Hotteok: A Sweet Symphony on Korean Streets

A Sweet Symphony on Korean Streets

Hotteok is one of South Korea’s signature street foods, and its origins are historical and deeply intertwined with traditional Korean food culture.

Hotteok originated in what is now Central Asia and the Arab world, and is believed to have been introduced to Korea by Qing Dynasty merchants who came to the country during the Imo Rebellion in the 1880s.

It refers to a rice cake that is made by kneading flour or glutinous rice flour, adding sugar and other ingredients, and baking it in a round shape. The name is a combination of the Chinese word ‘ho’ and the Korean word ‘mochi’, where ‘ho’ refers to the people living in the Oriental and Western regions (Central Asia, Arabs). Ho-tteok came to Korea via the Silk Road from Central Asia and China, and many say it was brought to Korea by Qing Dynasty merchants who came to Korea during the Imo Rebellion in the late 1880s.

When the Imo Rebellion broke out in 1882, the Qing Dynasty sent more than 3,000 troops to Korea, including dozens of Qing merchants. After the Qing Dynasty collapsed, the remaining merchants who did not return to the mainland began selling food such as dumplings and hotteok to make a living. Gradually, they changed the recipe to suit Korean tastes, adding ingredients such as jochung, honey, and brown sugar to the hotteok. These Korean-style hotteok were first sold in Jemulpo, Incheon, and later spread to urban areas such as around the Chinese Embassy in Myeongdong, Seoul, and Jongno Street, where overseas Koreans were concentrated.

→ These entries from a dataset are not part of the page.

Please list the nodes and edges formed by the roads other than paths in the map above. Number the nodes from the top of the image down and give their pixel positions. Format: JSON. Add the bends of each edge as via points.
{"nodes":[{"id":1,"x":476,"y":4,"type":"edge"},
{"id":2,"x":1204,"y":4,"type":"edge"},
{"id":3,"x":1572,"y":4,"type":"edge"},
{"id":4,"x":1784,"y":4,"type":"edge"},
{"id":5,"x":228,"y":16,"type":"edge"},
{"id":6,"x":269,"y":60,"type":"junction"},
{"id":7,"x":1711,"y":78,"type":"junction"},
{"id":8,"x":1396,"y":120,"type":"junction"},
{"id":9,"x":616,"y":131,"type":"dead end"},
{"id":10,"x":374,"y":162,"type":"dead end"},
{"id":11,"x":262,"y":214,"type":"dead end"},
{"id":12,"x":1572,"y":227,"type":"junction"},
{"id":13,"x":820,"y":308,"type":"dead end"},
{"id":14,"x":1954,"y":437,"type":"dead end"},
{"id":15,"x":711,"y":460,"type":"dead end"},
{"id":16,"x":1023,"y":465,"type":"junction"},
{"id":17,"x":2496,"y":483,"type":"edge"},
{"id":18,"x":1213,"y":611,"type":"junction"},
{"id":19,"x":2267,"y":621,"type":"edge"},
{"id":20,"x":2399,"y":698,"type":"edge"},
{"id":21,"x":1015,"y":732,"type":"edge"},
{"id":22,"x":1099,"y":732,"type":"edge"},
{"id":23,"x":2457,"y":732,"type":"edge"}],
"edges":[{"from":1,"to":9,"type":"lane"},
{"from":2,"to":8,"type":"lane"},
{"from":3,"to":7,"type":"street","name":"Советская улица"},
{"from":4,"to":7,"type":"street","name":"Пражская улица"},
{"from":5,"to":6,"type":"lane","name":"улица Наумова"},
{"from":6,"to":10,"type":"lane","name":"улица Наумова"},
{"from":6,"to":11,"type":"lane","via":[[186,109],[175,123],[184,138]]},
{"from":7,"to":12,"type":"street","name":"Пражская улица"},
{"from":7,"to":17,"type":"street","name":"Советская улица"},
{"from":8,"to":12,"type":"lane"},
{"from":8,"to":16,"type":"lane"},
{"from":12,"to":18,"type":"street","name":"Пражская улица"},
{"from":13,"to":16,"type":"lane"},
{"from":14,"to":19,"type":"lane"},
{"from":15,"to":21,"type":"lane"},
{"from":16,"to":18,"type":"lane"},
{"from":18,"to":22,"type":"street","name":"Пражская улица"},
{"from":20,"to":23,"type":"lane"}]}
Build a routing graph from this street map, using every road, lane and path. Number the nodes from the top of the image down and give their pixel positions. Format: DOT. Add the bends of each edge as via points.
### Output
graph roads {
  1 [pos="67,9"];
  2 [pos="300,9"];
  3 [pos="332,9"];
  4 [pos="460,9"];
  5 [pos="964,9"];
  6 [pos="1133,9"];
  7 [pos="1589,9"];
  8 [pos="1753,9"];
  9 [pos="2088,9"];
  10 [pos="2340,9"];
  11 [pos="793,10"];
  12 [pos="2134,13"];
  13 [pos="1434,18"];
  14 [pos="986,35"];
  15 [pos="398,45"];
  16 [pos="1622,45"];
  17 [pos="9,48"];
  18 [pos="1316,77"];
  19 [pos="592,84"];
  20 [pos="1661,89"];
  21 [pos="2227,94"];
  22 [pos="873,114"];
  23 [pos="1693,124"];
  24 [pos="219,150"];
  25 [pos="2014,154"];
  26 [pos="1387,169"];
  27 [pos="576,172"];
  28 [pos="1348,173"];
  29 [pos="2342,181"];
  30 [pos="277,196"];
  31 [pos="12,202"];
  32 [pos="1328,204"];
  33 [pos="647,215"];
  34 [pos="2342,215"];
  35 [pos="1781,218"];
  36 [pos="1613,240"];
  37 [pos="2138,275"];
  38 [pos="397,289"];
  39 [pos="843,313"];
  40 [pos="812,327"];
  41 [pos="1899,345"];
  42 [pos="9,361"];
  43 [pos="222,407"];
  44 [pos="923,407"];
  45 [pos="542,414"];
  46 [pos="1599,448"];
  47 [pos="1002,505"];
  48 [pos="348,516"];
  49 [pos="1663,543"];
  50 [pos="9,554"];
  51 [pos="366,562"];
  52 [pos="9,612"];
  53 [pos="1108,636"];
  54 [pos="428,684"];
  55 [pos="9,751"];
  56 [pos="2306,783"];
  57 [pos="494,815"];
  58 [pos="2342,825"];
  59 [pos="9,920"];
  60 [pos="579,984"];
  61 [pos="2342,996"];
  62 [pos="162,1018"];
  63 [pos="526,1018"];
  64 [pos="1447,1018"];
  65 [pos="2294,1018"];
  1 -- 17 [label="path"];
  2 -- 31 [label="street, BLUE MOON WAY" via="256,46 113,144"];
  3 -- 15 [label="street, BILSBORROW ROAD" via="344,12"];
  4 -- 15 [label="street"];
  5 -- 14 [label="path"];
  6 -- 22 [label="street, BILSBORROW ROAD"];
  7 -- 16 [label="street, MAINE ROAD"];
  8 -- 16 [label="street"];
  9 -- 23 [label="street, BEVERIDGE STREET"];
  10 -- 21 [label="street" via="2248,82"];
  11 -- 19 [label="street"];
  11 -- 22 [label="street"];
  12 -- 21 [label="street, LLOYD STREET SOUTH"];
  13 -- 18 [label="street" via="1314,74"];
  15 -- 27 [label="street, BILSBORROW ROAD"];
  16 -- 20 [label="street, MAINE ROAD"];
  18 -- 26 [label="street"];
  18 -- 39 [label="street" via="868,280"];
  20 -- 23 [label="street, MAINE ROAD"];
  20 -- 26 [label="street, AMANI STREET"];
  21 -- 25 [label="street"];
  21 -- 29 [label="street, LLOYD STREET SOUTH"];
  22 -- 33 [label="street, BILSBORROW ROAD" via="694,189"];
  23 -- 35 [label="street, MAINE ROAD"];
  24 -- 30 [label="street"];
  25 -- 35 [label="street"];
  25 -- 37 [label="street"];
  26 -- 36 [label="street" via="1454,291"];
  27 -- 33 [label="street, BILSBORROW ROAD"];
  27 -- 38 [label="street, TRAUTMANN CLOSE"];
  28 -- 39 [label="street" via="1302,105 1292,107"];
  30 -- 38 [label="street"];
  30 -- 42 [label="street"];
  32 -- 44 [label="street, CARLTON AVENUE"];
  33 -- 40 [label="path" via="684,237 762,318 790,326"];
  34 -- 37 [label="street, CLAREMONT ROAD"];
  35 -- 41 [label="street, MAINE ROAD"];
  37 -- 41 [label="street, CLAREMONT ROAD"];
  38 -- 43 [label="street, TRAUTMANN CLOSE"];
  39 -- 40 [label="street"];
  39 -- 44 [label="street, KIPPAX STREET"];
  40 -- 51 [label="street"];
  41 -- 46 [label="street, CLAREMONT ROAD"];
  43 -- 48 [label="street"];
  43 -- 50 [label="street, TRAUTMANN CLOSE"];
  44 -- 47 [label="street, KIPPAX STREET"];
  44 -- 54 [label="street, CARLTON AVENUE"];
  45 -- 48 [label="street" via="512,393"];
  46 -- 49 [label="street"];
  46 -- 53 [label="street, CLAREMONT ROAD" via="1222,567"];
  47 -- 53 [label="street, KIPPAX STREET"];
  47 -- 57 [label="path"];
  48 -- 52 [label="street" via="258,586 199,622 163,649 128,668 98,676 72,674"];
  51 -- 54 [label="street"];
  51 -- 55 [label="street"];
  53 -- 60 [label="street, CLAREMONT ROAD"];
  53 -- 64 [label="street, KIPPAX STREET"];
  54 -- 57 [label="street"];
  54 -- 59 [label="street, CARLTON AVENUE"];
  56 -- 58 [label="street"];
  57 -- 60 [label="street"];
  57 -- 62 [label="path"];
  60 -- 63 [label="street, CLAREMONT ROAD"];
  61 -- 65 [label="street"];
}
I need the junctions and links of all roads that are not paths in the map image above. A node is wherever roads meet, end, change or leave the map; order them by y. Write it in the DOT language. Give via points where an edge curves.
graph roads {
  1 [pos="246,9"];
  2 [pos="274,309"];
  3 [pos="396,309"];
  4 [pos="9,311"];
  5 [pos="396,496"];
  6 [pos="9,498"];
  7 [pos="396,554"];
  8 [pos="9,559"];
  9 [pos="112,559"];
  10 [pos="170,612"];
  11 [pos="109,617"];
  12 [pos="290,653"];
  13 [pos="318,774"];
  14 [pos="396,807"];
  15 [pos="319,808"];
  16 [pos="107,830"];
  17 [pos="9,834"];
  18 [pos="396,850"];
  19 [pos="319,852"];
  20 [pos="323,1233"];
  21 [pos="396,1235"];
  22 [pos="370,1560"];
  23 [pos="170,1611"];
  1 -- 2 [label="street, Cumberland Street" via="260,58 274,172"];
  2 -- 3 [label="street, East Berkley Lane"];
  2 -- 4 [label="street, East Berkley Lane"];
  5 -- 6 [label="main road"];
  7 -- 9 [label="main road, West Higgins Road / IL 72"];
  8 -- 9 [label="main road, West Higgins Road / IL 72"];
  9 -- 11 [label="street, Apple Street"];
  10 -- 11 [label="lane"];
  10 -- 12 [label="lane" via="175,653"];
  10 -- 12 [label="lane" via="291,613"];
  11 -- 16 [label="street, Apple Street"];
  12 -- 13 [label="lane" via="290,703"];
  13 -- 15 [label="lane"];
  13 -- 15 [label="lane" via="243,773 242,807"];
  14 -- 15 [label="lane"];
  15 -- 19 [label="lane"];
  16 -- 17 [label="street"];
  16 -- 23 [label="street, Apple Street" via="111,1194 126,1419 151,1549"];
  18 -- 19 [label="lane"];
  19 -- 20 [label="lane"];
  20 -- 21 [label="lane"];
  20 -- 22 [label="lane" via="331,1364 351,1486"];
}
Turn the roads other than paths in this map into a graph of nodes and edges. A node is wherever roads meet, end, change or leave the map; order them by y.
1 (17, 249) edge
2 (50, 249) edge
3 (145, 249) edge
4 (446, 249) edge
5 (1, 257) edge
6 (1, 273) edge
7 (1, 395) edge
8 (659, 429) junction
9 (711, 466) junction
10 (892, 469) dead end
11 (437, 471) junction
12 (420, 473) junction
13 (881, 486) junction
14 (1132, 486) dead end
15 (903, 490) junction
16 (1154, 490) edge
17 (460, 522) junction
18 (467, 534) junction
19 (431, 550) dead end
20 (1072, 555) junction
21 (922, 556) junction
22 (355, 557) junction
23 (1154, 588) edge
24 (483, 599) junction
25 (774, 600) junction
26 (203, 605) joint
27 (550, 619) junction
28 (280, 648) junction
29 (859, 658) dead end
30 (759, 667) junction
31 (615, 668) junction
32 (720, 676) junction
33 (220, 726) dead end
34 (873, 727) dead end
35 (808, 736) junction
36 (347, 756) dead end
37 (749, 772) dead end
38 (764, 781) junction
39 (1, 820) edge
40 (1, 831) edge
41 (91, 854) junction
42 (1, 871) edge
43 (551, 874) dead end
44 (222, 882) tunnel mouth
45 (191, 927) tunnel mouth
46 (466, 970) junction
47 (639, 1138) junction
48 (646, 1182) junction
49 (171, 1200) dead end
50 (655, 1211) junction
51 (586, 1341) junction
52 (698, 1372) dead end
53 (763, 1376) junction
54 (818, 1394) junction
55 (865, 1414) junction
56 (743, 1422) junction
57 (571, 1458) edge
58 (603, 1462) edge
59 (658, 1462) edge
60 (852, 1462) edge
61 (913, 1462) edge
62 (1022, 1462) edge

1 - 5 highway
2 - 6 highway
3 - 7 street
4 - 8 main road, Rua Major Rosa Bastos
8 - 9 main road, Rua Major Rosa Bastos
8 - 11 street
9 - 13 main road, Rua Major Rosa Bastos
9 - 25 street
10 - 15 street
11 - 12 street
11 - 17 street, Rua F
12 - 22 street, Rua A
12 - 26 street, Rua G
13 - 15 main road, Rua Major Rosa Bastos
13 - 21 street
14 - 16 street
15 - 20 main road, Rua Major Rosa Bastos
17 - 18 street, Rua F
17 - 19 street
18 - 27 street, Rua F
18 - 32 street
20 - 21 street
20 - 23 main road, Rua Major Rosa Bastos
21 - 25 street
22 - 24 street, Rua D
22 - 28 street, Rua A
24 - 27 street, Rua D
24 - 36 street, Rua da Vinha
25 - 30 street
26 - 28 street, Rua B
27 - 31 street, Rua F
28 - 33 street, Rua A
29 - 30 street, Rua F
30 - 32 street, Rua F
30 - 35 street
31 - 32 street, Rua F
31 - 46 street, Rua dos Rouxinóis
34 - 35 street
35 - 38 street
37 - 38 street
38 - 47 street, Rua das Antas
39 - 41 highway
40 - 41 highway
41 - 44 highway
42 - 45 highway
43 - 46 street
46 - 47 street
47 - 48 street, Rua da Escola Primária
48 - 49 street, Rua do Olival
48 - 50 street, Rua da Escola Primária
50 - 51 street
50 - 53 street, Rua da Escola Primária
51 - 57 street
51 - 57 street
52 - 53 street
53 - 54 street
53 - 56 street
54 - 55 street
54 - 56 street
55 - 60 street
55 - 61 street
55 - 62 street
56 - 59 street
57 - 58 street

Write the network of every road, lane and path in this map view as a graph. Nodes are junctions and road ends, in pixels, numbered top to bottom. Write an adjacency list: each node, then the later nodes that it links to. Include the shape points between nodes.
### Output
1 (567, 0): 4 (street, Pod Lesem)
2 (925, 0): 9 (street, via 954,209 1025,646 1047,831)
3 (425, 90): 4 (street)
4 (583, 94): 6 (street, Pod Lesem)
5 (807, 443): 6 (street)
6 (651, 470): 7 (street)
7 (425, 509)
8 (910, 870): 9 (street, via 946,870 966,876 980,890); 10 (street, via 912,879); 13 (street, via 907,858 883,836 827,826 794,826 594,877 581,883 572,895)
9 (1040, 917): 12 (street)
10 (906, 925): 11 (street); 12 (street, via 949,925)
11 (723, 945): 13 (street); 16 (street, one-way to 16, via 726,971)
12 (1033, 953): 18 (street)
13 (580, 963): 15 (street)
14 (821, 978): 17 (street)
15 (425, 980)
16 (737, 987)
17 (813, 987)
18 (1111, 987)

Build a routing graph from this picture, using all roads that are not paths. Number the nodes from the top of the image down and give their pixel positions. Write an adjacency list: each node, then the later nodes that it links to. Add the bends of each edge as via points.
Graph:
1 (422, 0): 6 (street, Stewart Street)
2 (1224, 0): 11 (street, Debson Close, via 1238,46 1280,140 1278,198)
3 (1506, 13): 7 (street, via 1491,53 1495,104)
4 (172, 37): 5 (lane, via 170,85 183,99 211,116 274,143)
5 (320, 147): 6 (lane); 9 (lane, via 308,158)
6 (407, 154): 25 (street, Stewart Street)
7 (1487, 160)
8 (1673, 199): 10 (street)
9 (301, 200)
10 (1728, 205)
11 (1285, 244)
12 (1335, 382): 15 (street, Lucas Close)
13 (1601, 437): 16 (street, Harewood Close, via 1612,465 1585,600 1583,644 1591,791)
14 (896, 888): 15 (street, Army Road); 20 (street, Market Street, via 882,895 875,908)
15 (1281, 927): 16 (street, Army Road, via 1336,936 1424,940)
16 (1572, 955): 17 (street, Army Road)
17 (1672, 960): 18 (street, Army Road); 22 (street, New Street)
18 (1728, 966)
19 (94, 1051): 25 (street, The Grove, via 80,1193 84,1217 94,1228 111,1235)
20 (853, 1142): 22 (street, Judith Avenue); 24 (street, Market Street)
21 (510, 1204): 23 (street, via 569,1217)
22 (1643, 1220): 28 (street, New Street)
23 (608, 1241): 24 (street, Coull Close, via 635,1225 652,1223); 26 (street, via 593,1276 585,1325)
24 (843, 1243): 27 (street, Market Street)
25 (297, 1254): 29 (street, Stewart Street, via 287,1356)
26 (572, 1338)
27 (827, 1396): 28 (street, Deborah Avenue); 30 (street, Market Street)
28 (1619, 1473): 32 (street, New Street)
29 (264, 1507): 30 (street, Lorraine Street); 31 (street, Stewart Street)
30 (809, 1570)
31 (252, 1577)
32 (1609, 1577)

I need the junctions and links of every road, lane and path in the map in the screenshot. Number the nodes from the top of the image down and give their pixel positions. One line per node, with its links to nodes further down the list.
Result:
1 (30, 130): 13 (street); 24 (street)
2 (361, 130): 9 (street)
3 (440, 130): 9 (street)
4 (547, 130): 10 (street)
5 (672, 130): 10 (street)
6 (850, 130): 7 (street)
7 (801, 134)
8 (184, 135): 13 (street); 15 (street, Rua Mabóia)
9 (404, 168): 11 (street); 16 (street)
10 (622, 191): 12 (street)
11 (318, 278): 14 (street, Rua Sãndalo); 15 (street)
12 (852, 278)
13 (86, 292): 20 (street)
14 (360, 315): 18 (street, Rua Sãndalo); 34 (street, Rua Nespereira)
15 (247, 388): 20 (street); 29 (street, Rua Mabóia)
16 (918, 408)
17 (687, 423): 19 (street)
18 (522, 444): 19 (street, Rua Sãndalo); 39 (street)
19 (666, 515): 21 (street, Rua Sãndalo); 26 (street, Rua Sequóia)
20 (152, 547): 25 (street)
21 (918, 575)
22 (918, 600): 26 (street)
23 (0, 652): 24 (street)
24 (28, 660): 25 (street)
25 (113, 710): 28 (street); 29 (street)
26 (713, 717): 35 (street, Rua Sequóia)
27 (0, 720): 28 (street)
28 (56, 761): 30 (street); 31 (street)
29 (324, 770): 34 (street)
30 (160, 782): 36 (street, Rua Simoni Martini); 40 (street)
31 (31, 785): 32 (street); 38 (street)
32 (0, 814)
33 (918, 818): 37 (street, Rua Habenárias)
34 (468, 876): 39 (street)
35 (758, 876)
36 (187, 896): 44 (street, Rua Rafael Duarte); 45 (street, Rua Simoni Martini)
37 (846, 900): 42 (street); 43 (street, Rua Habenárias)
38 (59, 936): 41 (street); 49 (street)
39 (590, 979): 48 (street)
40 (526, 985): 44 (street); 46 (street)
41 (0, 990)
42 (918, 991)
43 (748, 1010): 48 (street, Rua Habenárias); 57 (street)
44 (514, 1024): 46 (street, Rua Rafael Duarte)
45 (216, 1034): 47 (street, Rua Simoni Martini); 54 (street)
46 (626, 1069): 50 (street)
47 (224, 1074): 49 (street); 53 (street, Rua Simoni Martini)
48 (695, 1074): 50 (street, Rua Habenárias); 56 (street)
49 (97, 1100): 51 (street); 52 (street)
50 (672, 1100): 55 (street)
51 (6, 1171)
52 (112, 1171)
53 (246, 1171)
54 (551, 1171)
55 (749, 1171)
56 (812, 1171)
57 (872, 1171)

Meanwhile, evacuees fleeing to Busan during the Korean War began to eat seeds of various grains inside the hotteok, which is said to be the origin of the current seed hotteok. In recent years, there have been more and more varieties of hotteok, including not only sugar-filled hotteok, but also green tea hotteok made with green tea powder, corn hotteok made with corn flour, and vegetable hotteok made with vegetables instead of sugar.

These origins and traditions continue to this day, and they’ve become a beloved snack for all generations. They’re widely enjoyed by children, adults, and seniors alike, and they’re especially popular as a warming snack during the cold Korean winter.

While hotteok is a snack that can be enjoyed year-round, the warmth of a hotteok served on the street, especially during the cold winter months, is a memorable taste and warming experience for many people. These hotteok have a special place in Korean street food thanks to their sweet and crunchy flavor.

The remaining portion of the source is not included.